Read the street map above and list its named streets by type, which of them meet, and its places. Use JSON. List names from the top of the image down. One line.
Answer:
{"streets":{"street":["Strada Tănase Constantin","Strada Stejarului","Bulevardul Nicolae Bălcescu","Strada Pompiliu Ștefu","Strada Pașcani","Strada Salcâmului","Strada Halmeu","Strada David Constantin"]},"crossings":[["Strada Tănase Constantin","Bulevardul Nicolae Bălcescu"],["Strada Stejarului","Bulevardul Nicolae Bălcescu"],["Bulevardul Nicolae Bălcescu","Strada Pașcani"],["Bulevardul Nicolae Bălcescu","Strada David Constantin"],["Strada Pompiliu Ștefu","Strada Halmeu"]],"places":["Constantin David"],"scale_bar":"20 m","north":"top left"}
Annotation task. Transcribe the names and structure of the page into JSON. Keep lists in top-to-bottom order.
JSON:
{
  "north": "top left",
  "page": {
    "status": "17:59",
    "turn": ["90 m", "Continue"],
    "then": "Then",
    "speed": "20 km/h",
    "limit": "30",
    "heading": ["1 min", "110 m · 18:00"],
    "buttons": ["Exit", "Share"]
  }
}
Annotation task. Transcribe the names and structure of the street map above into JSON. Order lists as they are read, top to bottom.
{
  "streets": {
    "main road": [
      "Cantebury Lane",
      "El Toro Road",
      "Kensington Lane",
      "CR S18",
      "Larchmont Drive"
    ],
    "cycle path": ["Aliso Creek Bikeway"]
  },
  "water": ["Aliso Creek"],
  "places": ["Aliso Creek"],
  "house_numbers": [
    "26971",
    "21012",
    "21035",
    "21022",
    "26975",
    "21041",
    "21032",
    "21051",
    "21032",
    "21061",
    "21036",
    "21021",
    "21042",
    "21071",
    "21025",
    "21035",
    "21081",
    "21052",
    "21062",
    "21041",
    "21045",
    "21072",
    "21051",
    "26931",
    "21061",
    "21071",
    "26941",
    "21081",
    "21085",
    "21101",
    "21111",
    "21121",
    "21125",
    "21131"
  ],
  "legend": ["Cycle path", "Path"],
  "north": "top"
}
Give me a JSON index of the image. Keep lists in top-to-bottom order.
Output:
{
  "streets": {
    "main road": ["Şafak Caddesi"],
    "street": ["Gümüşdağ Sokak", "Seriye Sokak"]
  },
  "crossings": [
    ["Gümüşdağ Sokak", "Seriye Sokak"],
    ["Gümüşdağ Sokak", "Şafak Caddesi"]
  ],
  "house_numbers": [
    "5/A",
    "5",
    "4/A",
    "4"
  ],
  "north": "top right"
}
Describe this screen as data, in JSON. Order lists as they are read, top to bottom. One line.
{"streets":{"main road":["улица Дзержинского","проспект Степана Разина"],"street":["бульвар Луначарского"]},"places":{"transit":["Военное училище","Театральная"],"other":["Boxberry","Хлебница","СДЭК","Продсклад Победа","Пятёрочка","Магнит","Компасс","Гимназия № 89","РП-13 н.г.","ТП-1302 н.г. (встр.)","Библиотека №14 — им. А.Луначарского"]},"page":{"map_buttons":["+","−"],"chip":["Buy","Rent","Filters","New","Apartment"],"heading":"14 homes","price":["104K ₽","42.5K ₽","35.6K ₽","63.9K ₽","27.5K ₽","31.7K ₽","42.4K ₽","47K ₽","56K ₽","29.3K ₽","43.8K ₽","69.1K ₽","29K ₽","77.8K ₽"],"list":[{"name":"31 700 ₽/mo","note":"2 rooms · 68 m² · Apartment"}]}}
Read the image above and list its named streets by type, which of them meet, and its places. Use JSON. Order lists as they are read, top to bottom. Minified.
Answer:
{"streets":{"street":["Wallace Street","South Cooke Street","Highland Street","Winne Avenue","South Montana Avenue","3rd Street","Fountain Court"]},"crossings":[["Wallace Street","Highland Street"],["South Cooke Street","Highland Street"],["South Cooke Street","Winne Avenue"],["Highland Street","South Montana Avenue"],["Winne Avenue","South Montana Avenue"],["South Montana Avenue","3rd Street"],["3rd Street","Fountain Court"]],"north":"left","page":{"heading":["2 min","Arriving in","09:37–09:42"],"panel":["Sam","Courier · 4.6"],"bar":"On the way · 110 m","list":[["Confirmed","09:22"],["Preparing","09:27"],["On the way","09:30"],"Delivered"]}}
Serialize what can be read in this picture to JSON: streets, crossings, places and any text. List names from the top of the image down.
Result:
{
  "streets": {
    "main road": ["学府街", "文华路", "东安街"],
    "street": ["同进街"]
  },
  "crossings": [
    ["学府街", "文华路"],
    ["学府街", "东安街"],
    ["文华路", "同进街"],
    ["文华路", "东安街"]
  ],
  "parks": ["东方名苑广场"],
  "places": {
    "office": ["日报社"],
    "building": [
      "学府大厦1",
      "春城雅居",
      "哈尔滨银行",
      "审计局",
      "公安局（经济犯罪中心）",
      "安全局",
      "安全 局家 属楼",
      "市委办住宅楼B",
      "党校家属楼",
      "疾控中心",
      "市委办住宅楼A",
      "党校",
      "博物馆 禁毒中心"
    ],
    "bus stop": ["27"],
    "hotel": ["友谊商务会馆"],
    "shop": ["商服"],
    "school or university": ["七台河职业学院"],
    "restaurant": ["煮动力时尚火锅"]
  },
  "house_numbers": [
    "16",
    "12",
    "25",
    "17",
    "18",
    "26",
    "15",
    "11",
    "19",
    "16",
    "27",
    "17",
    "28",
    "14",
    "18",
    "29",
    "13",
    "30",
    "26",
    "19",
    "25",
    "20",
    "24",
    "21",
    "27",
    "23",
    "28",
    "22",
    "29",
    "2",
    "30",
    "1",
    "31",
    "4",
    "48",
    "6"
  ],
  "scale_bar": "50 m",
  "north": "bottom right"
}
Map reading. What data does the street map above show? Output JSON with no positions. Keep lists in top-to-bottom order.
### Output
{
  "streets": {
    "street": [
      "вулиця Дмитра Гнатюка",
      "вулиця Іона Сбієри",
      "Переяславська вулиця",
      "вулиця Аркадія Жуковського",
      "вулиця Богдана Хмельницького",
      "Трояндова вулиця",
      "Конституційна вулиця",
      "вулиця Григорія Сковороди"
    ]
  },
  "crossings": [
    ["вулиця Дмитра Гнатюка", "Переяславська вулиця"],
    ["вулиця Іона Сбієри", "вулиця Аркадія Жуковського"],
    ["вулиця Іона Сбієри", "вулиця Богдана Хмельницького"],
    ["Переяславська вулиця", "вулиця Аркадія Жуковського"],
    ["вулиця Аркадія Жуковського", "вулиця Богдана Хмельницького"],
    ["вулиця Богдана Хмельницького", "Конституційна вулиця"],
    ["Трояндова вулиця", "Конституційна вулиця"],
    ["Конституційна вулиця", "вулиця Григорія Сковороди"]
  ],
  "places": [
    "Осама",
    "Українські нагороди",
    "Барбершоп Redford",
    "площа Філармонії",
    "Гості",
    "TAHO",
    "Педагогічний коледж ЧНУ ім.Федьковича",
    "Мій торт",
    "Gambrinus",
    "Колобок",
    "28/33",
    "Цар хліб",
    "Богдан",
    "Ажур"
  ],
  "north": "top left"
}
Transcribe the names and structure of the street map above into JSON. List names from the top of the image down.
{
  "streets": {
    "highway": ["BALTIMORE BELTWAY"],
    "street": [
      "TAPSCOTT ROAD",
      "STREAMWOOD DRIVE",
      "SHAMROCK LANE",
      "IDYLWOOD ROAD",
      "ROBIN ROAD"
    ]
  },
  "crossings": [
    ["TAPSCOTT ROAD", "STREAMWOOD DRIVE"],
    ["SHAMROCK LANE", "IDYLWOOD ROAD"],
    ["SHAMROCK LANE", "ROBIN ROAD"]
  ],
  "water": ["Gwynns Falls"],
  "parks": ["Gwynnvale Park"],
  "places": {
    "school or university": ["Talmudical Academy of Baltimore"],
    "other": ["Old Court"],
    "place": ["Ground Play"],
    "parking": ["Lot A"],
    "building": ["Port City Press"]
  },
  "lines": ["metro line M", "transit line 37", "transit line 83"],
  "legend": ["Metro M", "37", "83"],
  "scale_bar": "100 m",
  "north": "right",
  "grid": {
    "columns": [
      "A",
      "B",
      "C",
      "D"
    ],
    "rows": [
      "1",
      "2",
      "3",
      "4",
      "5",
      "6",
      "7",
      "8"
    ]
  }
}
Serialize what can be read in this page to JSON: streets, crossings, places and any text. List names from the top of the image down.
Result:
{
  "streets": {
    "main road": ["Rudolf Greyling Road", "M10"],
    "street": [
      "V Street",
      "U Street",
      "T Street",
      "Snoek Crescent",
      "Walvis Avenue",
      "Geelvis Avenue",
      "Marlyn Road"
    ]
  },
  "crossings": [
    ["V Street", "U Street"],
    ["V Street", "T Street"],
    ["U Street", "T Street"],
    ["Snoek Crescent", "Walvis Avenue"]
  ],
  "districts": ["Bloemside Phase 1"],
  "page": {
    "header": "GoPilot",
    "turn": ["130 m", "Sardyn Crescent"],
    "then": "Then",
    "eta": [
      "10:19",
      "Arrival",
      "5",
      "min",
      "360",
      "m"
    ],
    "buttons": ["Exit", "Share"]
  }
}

▸ **What is being asked**: Looking at the entries above, count each line that includes the string "type" and give only the total.

▸ **Reply to the exercise**: 2